The more obnoxious Ferrell becomes, the funnier KICKING & SCREAMING gets. Unfortunately his transformation into a full-blown, win-at-all-cost hothead comes too late, and then that’s quickly erased with a big hug of a conclusion. Much of KICKING & SCREAMING feels like flailing improvisation to salvage the tepid material. Ferrell’s a gamer who does what he can, but he has little support. None of the kids on the soccer team merit much time. The idea of Mike Ditka playing himself is funnier than it is in execution. The Ferrell-Duvall rivalry isn’t very interesting, and Ferrell’s relationship with his son is practically nonexistent. Still, KICKING & SCREAMING manages to remain mildly amusing because, in sports parlance, Ferrell leaves it all on the field. Phil’s coffee addiction is a recurring non sequitur that adds some laughs to a movie that could stand to put more on the scoreboard.

Grade: C

(Review first aired on the May 24, 2005 NOW PLAYING)

Wednesday, May 18, 2005

Star Wars: Episode II--Attack of the Clones

In anticipation of seeing STAR WARS: EPISODE III--REVENGE OF THE SITH tonight, here's a blast from the past.

STAR WARS: EPISODE II--ATTACK OF THE CLONES (George Lucas, 2002)

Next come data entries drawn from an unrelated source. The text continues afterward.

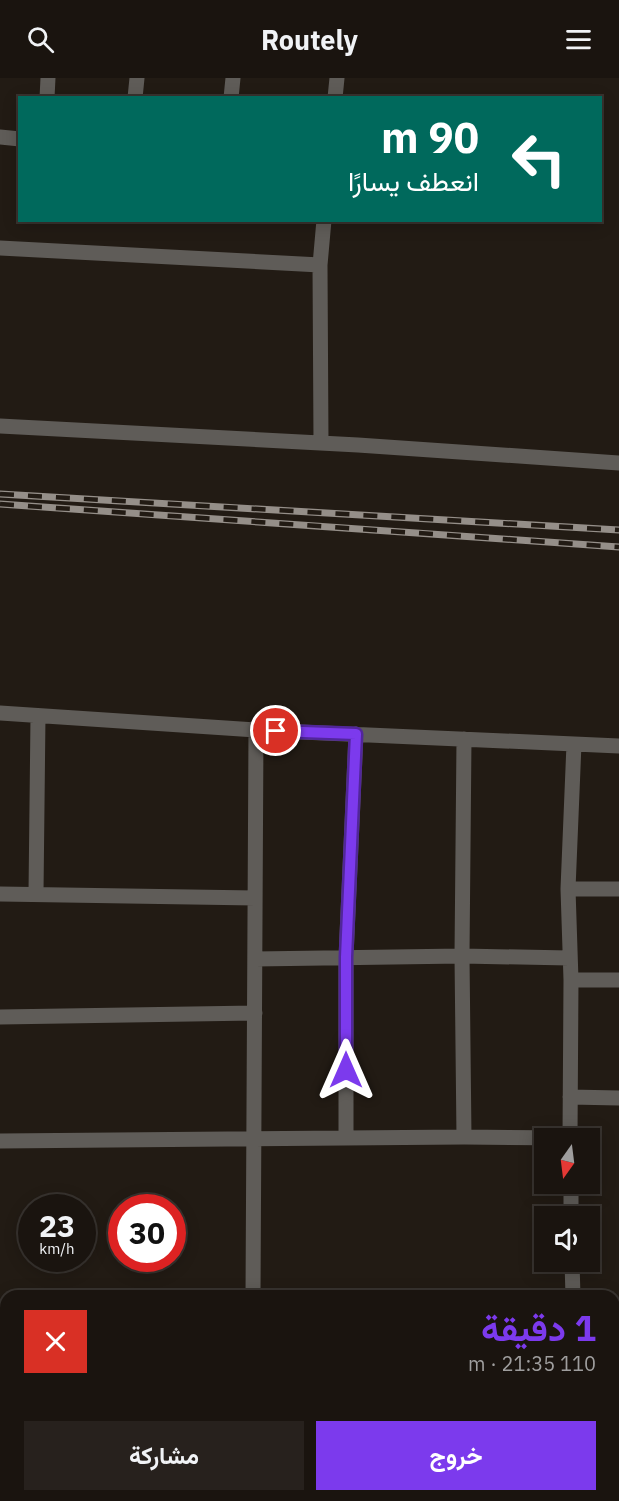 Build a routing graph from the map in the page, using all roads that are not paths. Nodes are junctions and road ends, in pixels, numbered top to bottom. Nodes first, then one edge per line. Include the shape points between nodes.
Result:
1 (48, 78) edge
2 (137, 78) edge
3 (233, 78) edge
4 (337, 78) edge
5 (47, 96) edge
6 (135, 96) edge
7 (231, 96) edge
8 (336, 96) edge
9 (0, 138) edge
10 (18, 139) edge
11 (324, 222) edge
12 (0, 248) edge
13 (320, 265) junction
14 (0, 426) edge
15 (321, 443) junction
16 (619, 463) edge
17 (0, 713) edge
18 (38, 716) junction
19 (256, 730) junction
20 (356, 734) junction
21 (464, 739) junction
22 (574, 744) junction
23 (619, 746) edge
24 (568, 889) junction
25 (619, 889) edge
26 (36, 893) junction
27 (0, 894) edge
28 (255, 898) junction
29 (462, 956) junction
30 (346, 957) junction
31 (569, 958) junction
32 (255, 959) junction
33 (571, 980) junction
34 (619, 980) edge
35 (255, 1013) junction
36 (0, 1017) edge
37 (570, 1097) junction
38 (619, 1098) edge
39 (570, 1128) edge
40 (346, 1137) junction
41 (464, 1137) junction
42 (534, 1138) edge
43 (254, 1140) junction
44 (0, 1141) edge
45 (572, 1272) edge
46 (253, 1290) edge
47 (573, 1290) edge

1 - 5 street
2 - 6 street
3 - 7 street
4 - 8 street
9 - 10 street
11 - 13 street
12 - 13 street
13 - 15 street
14 - 15 street
15 - 16 street
17 - 18 street
18 - 19 street
18 - 26 street
19 - 20 street
19 - 28 street
20 - 21 street
20 - 30 street
21 - 22 street
21 - 29 street
22 - 23 street
22 - 24 street
24 - 25 street
24 - 31 street
26 - 27 street
26 - 28 street
28 - 32 street
29 - 30 street
29 - 31 street
29 - 41 street
30 - 32 street
30 - 40 street
31 - 33 street
32 - 35 street
33 - 34 street
33 - 37 street
35 - 36 street
35 - 43 street
37 - 38 street
37 - 39 street
40 - 41 street
40 - 43 street
41 - 42 street
43 - 44 street
43 - 46 street
45 - 47 street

STAR WARS: EPISODE II--ATTACK OF THE CLONES picks up ten years after THE PHANTOM MENACE. Padmé Amidala’s (Natalie Portman) time as queen has come to an end. Although now merely a senator, she remains a high profile target during these tumultuous days for the Republic. Anakin Skywalker (Hayden Christensen) and Obi-Wan Kenobi (Ewan McGregor) are assigned to protect her after a failed assassination attempt. Anakin is no longer the little boy Padmé last saw, and his desire for her has grown beyond sisterly affection.

Anakin and Padmé leave for a safe haven while Obi-Wan searches for the assassin. The potential lovers become reacquainted. Anakin’s impetuousness charms her, but a deep rage seethes underneath that boyish rebelliousness. Meanwhile, Obi-Wan learns that the Republic ordered the construction of a clone army, which has been assembled potentially to do battle with the forces of former Jedi and separatist Count Dooku (Christopher Lee).

Some of THE PHANTOM MENACE'S problems are corrected in ATTACK OF THE CLONES. Although still present in doses, the cutesy kid-oriented material has been dialed down considerably. There’s nothing like the infamous Jake Lloyd “yippee” exclamation or joke where a character steps in poop. The generally despised Jar Jar Binks is in short supply, and even in those few scenes, he is more subdued.

Larger issues overshadow these minor improvements, though. The dense expositional dialogue is taxing to process and devours too much of the film’s first hour. Making heads or tails of the various political machinations and subplots is nearly impossible without an outline. There’s too much story or at least too much being told instead of being shown. Lucas most notably errs in favoring dialogue over depiction when Anakin’s gives in to his darker impulses. Rather than presenting a powerful scene of how the future Darth Vader indulges his hatred, Lucas provides just a glimpse and then cuts away so Anakin can tell Padmé (and the audience) what he did. Lucas doesn’t shy away from violence in the film’s latter scenes, so why do so here? Since this is the pivotal moment in ATTACK OF THE CLONES when Anakin’s character changes, it makes little directorial sense to handle it indirectly.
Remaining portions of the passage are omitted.